Whilst researching how to load the camera before Jon forwarded his to me I found these instructions on Flickr. They might have been uploaded nine years ago but they illustrate very clearly the process when using the proprietary cassettes and I found them very easy to follow.
Having transferred the film into the right-hand cassette and attaching the take-up cassette I popped everything into the changing bag to actually load the cassettes.
Jon’s camera as I have said came with both of the cassettes and I found that by following these instructions and then using a changing bag to load the film into the camera I was getting the maximum number of frames per roll. I should add that when I finished the roll I popped the camera back into a changing bag and immediately transferred the film directly from the camera and onto a reel and into the developing tank.
But, with just one cassette matters are a little different and I have experimented with a couple of ways of loading the film so far. Both methods that I’ve tried to date need some simple DIY however.
The simplest is to cut down the spindle from a normal 35mm cassette as shown (left) removing the top and also filing down the ridge at the bottom of the spindle. I used a hacksaw and a sheet of sandpaper for this job.
This hacked about spindle slides snuggly into the FT-2 and from my experiments with a roll of Fomapan, my copy of the FT-2 remains light tight and the film remains scratch-free. Leaving film loose in the camera body isn’t ideal I guess but it works. My concern is whether or not every copy of the FT-2 gives such a light-tight environment.
So, on to experiment two.
Wanting to protect the film to some degree I took a plastic reloadable cassette. The spindle was hacked as before. Removing the locking cap from the cassette I proceeded to remove plastic from top and bottom, reducing the height of the cassette until it slid snugly into the camera. It turned out that I had to remove the top and bottom completely so this wasn’t going to be a totally light tight solution. However, with the spindle inserted it did keep out most of the light and of course would give some protection from scratches. The natural light-tight property of my FT-2 would do the rest.

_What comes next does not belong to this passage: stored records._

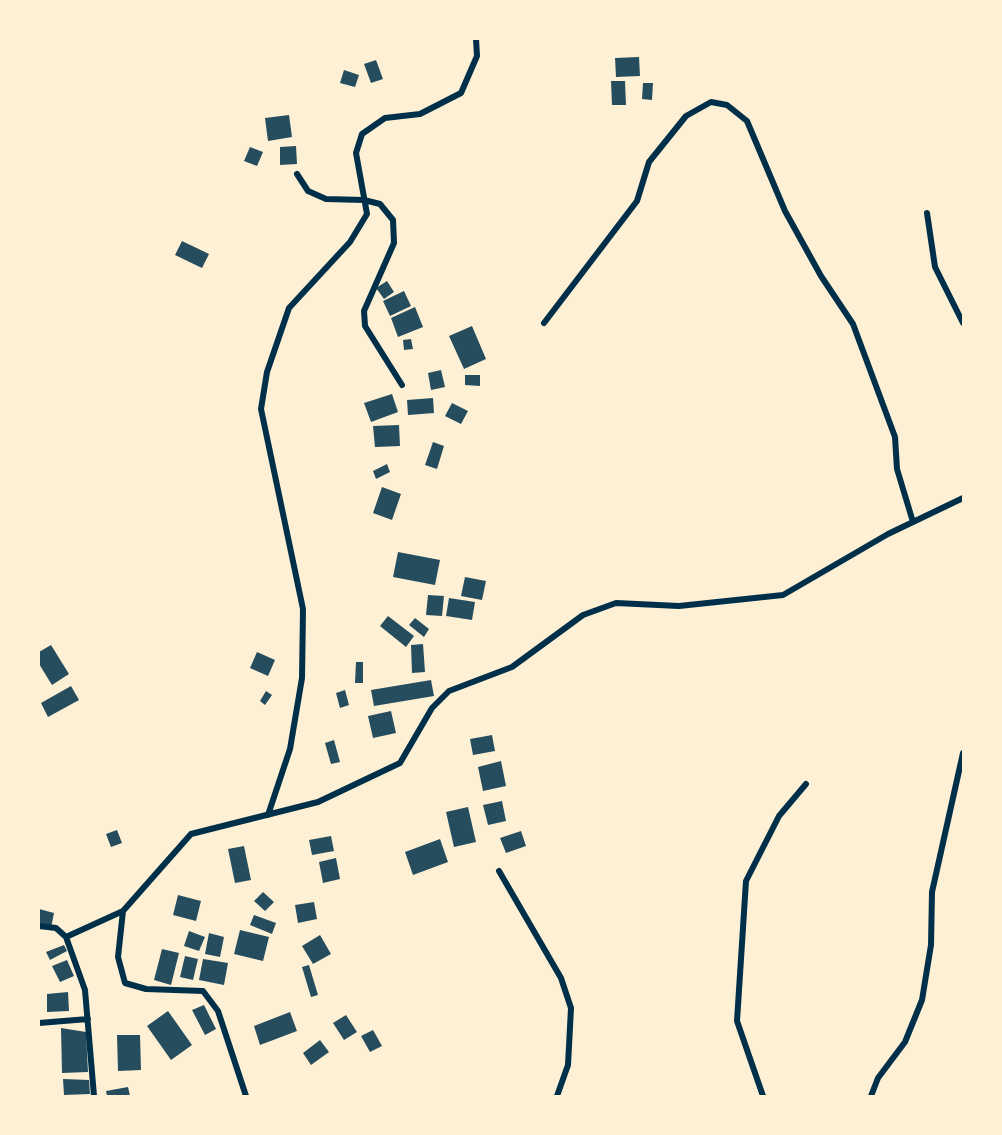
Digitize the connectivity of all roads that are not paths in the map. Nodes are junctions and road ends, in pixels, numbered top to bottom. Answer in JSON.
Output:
{"nodes":[{"id":1,"x":476,"y":39,"type":"edge"},
{"id":2,"x":297,"y":174,"type":"dead end"},
{"id":3,"x":364,"y":200,"type":"junction"},
{"id":4,"x":927,"y":213,"type":"dead end"},
{"id":5,"x":544,"y":323,"type":"dead end"},
{"id":6,"x":963,"y":323,"type":"edge"},
{"id":7,"x":402,"y":385,"type":"dead end"},
{"id":8,"x":963,"y":498,"type":"edge"},
{"id":9,"x":913,"y":522,"type":"junction"},
{"id":10,"x":963,"y":753,"type":"edge"},
{"id":11,"x":806,"y":784,"type":"dead end"},
{"id":12,"x":268,"y":815,"type":"junction"},
{"id":13,"x":499,"y":871,"type":"dead end"},
{"id":14,"x":123,"y":911,"type":"junction"},
{"id":15,"x":39,"y":926,"type":"edge"},
{"id":16,"x":66,"y":937,"type":"junction"},
{"id":17,"x":88,"y":1019,"type":"junction"},
{"id":18,"x":39,"y":1023,"type":"edge"},
{"id":19,"x":94,"y":1096,"type":"edge"},
{"id":20,"x":246,"y":1096,"type":"edge"},
{"id":21,"x":557,"y":1096,"type":"edge"},
{"id":22,"x":763,"y":1096,"type":"edge"},
{"id":23,"x":871,"y":1096,"type":"edge"}],
"edges":[{"from":1,"to":3,"type":"street"},
{"from":2,"to":3,"type":"street"},
{"from":3,"to":7,"type":"street"},
{"from":3,"to":12,"type":"street"},
{"from":4,"to":6,"type":"street"},
{"from":5,"to":9,"type":"street"},
{"from":8,"to":9,"type":"street"},
{"from":9,"to":12,"type":"street"},
{"from":10,"to":23,"type":"street"},
{"from":11,"to":22,"type":"street"},
{"from":12,"to":14,"type":"street"},
{"from":13,"to":21,"type":"street"},
{"from":14,"to":16,"type":"street"},
{"from":14,"to":20,"type":"street"},
{"from":15,"to":16,"type":"street"},
{"from":16,"to":17,"type":"street"},
{"from":17,"to":18,"type":"street"},
{"from":17,"to":19,"type":"street"}]}
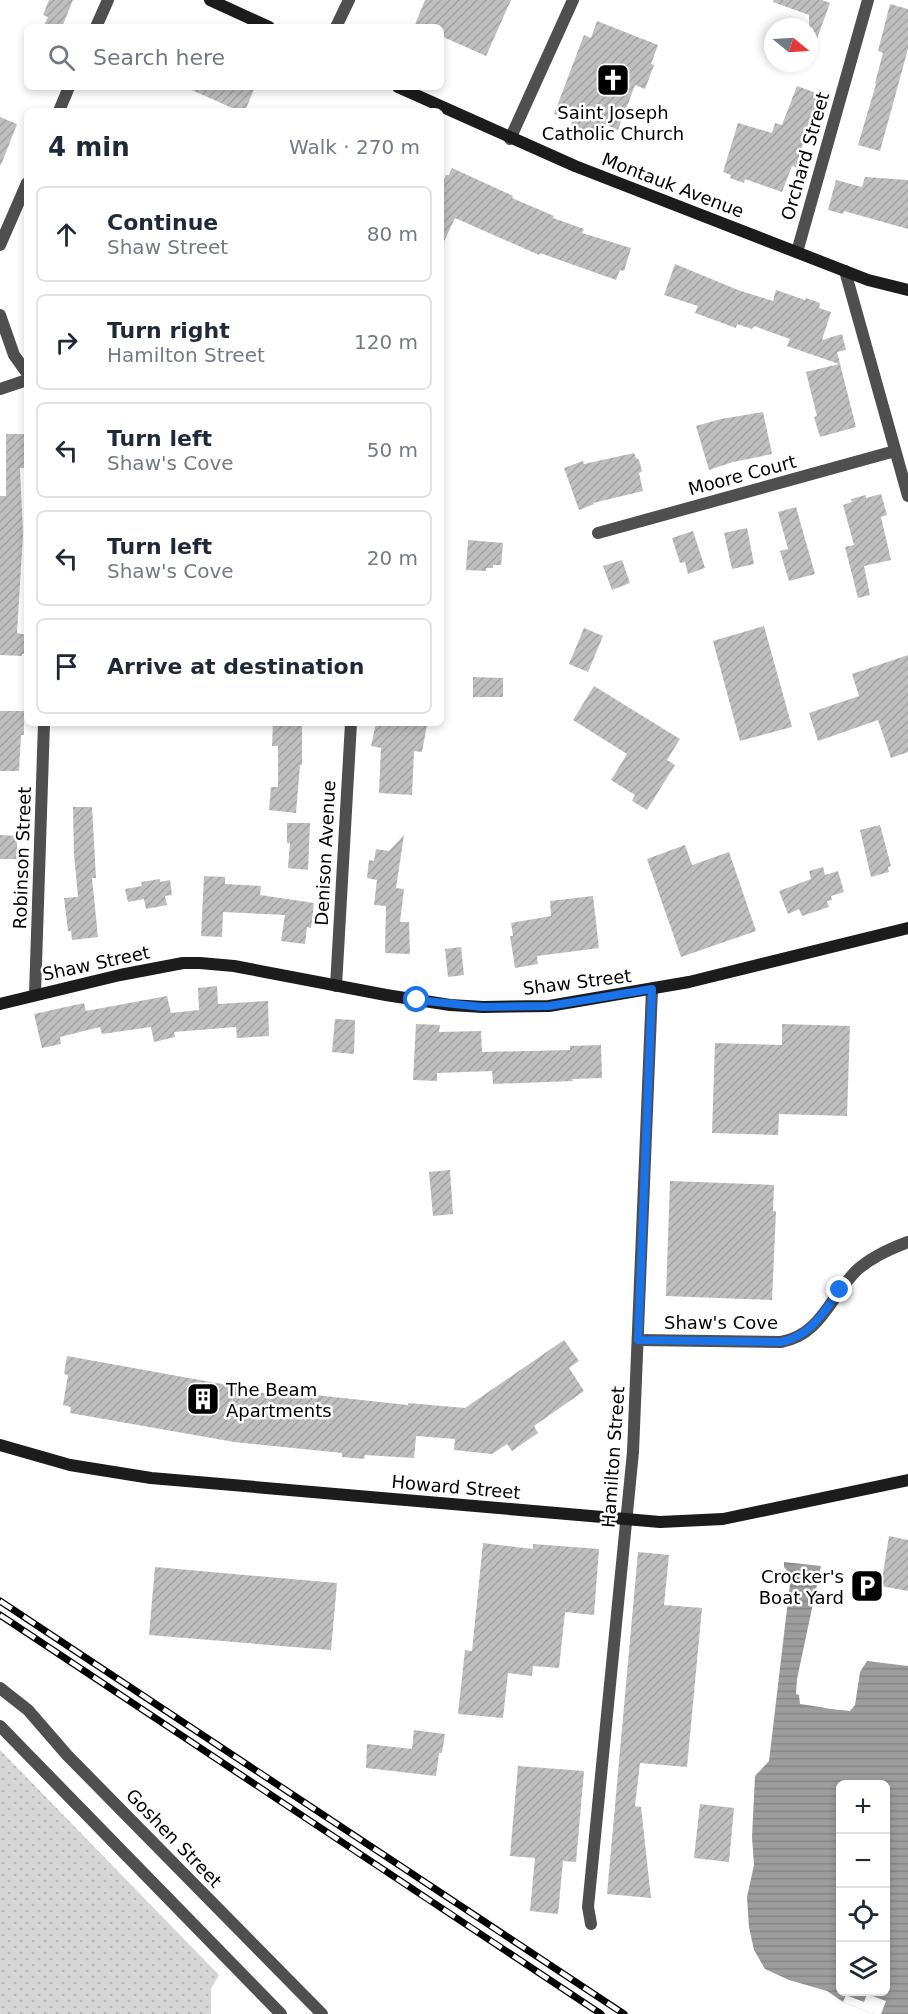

Everything still needs to be done in the changing bag of course.
I am going to keep looking for a more robust solution of course (and for a second cassette) and as I try out other ideas I will share the results here.
FOOTNOTE: Bill T, if you are reading this I was going to create a video showing transferring the film and loading the cassette before loading everything into the FT-2; a picture can often be worth a thousand words after all. However, my FT-2 is currently loaded so I haven’t been able to do so as yet. If you would find it useful however then DM me on Twitter and I will do it for you when I’ve used this roll.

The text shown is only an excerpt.